Una recente ordinanza della Corte di Cassazione (n.33424 in data 11.11.2022) in tema di patto di non concorrenza ai sensi dell’art. 2125 c.c., ci ricorda quali debbano essere i requisiti che deve possedere il corrispettivo dovuto al lavoratore ai fini della validità del patto, pena la sua nullità.
La pronuncia, al fine di valutare la validità del patto di non concorrenza in riferimento al corrispettivo dovuto, sottolinea che sono necessarie due verifiche che operano su piani distinti:
– dapprima occorre verificare che il corrispettivo, in quanto elemento distinto dalla retribuzione, che “lo stesso possieda i requisiti previsti in generale per l’oggetto della prestazione dall’art. 1346 c.c.” e cioè se sia determinato o determinabile;
– successivamente, accertato che il corrispettivo non sia viziato da indeterminatezza o indeterminabilità, “va verificato, ai sensi dell’art. 2125 c.c., che il compenso pattuito non sia meramente simbolico o manifestamente iniquo o sproporzionato, in rapporto al sacrificio richiesto al lavoratore ed alla riduzione delle sue capacità di guadagno...”, dato che l’eventuale sproporzione economica del patto determina la nullità dell’intero patto (cfr. Cass. n. 9790/2020).
Per quanto riguarda la prima verifica, ovvero quella sulla determinatezza o determinabilità del corrispettivo, la pronuncia conferma la possibilità di correlarlo alla durata del rapporto di lavoro dato che “la variabilità del corrispettivo rispetto alla durata del rapporto di lavoro non significa che esso non sia determinabile in base a parametri oggettivi”.
Va precisato, però, che la giurisprudenza, in alcuni casi, ha ritenuto che il corrispettivo erogato durante il rapporto di lavoro rende nullo il patto di non concorrenza in quanto, non essendo conoscibile ex ante la durata del rapporto di lavoro, l’emolumento è indefinito ed indeterminato.

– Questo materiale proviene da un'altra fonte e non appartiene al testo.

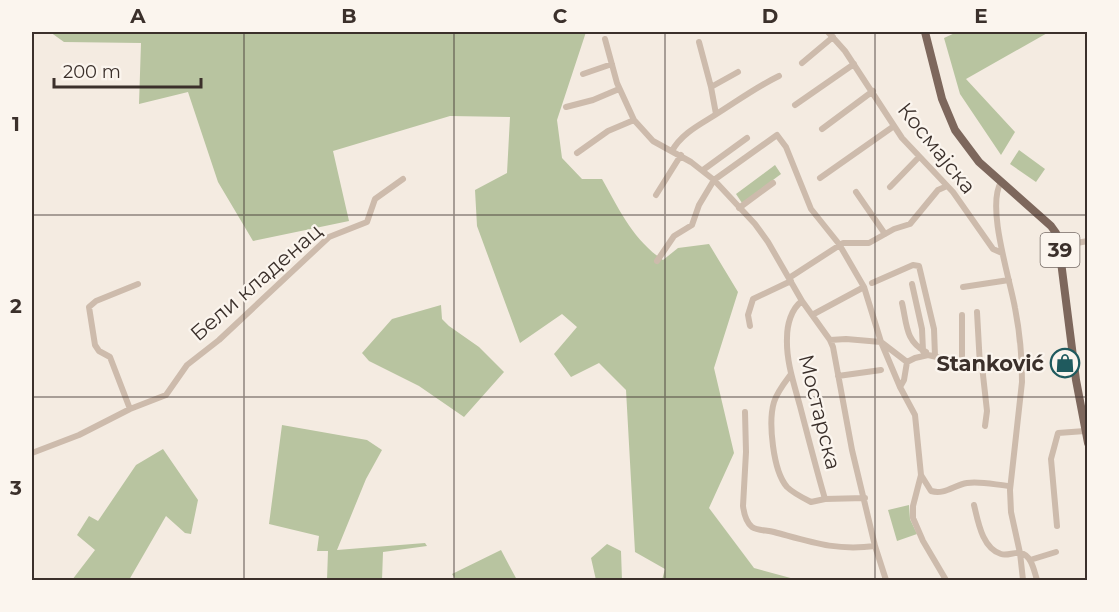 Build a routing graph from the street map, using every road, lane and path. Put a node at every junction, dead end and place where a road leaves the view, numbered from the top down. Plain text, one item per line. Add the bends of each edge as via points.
1 (828, 32) edge
2 (925, 32) edge
3 (833, 37) junction
4 (605, 39) dead end
5 (699, 42) dead end
6 (802, 63) dead end
7 (612, 64) junction
8 (854, 64) junction
9 (738, 72) dead end
10 (583, 75) dead end
11 (779, 76) dead end
12 (711, 87) junction
13 (619, 89) junction
14 (873, 91) junction
15 (795, 105) dead end
16 (566, 106) dead end
17 (716, 114) junction
18 (634, 120) junction
19 (894, 126) junction
20 (822, 129) dead end
21 (747, 138) dead end
22 (672, 151) junction
23 (577, 153) dead end
24 (681, 155) junction
25 (920, 157) junction
26 (703, 170) junction
27 (820, 178) dead end
28 (403, 179) dead end
29 (714, 180) junction
30 (1001, 182) junction
31 (773, 183) dead end
32 (947, 186) junction
33 (890, 187) dead end
34 (856, 192) dead end
35 (656, 195) dead end
36 (739, 208) junction
37 (885, 234) junction
38 (1088, 241) edge
39 (839, 244) junction
40 (1059, 246) junction
41 (1002, 253) junction
42 (657, 261) dead end
43 (790, 280) junction
44 (1009, 280) junction
45 (872, 283) dead end
46 (138, 284) dead end
47 (912, 284) dead end
48 (864, 287) junction
49 (963, 287) dead end
50 (802, 301) junction
51 (902, 303) dead end
52 (977, 312) dead end
53 (812, 315) junction
54 (962, 315) dead end
55 (750, 326) dead end
56 (830, 340) junction
57 (881, 342) junction
58 (929, 354) junction
59 (908, 362) junction
60 (962, 364) junction
61 (981, 366) junction
62 (1022, 367) junction
63 (881, 370) dead end
64 (791, 374) junction
65 (838, 376) junction
66 (900, 387) junction
67 (130, 409) junction
68 (745, 412) dead end
69 (1085, 421) edge
70 (985, 426) dead end
71 (1085, 431) junction
72 (1088, 443) edge
73 (32, 453) edge
74 (921, 475) junction
75 (1010, 486) junction
76 (865, 498) junction
77 (825, 499) junction
78 (974, 505) dead end
79 (1057, 526) dead end
80 (874, 546) junction
81 (1056, 552) dead end
82 (1020, 553) junction
83 (1030, 560) junction
84 (886, 580) edge
85 (946, 580) edge
86 (1023, 580) edge
87 (1037, 580) edge

1 - 3 street, Космајска
2 - 30 main road, 39 via 942,99 955,130 971,153
3 - 6 street
3 - 8 street, Космајска
4 - 7 street
5 - 12 street
7 - 10 street
7 - 13 street
8 - 14 street, Космајска
8 - 15 street
9 - 12 street
11 - 17 street
12 - 17 street
13 - 16 street
13 - 18 street
14 - 19 street, Космајска
14 - 20 street
17 - 22 street via 679,141
18 - 22 street via 653,141
18 - 23 street via 608,131
19 - 25 street, Космајска
19 - 27 street
21 - 26 street
22 - 24 street
24 - 26 street
24 - 35 street
25 - 32 street, Космајска
25 - 33 street
26 - 29 street
28 - 67 street, Бели кладенац via 375,199 367,222 328,237 187,365 166,395
29 - 36 street
29 - 39 street via 777,135 786,147 811,209
29 - 42 street via 692,225 674,236
30 - 40 main road, 39 via 1051,225
30 - 41 street via 995,196
31 - 36 street
32 - 37 street via 938,190 910,224
32 - 41 street, Космајска via 993,249
34 - 37 street
36 - 43 street via 768,242
37 - 39 street via 868,243
38 - 40 street
39 - 43 street
39 - 48 street
40 - 69 main road, 39
41 - 44 street
43 - 50 street
43 - 55 street via 753,299 748,315
44 - 49 street
44 - 62 street
45 - 58 street via 919,266 934,329
46 - 67 street via 89,307 97,349 110,357
47 - 58 street
48 - 53 street
48 - 57 street
50 - 53 street
50 - 64 street, Мостарска via 795,308 787,334
51 - 58 street via 910,339
52 - 61 street
53 - 56 street
54 - 60 street
56 - 57 street
56 - 65 street
57 - 59 street
57 - 66 street
58 - 59 street
58 - 60 street
59 - 66 street
60 - 61 street
61 - 62 street
61 - 70 street
62 - 75 street
63 - 65 street
64 - 77 street, Мостарска
64 - 77 street via 774,401 771,433 777,459 789,489 811,502
65 - 76 street
66 - 74 street via 915,415
67 - 73 street, Бели кладенац
68 - 80 street via 743,513 750,525 825,546
69 - 71 main road, 39
71 - 72 main road, 39
71 - 79 street via 1060,432 1052,450
74 - 75 street via 933,492 970,483
74 - 85 street via 913,518
75 - 82 street
76 - 77 street
76 - 80 street
78 - 82 street via 988,545 1002,554
80 - 84 street
81 - 83 street
82 - 83 street
82 - 86 street
83 - 87 street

Rispetto alla seconda verifica, ovvero quella relativa all’ammontare del corrispettivo del patto di non concorrenza e, nello specifico, alla sua congruità, si ribadisce il principio uniforme in forza del quale l’importo non può essere “simbolico o manifestamente iniquo o sproporzionato in rapporto al sacrificio richiesto al lavoratore ed alla riduzione delle sue possibilità’ di guadagno”.
In altri termini, una volta appurata l’assenza di vizi circa la determinatezza o almeno la determinabilità del corrispettivo pattuito a fronte dell’accordo di non concorrenza tra datore di lavoro e lavoratore, occorre verificare che sussista il requisito della sua congruità.
Sotto questo profilo, posto che la normativa in materia non prevede ovviamente l’ammontare né un corrispettivo minimo, la verifica dovrà necessariamente essere compiuta con riferimento alle specifiche e concrete caratteristiche del vincolo assunto dal lavoratore e, in questo senso, maggiori sono le limitazioni imposte al lavoratore dal patto – in termini di oggetto, di estensione territoriale e di durata – e maggiore dovrà essere l’importo riconosciuto a titolo di corrispettivo a fronte della limitazione dell’attività lavorativa dettata dal patto di non concorrenza.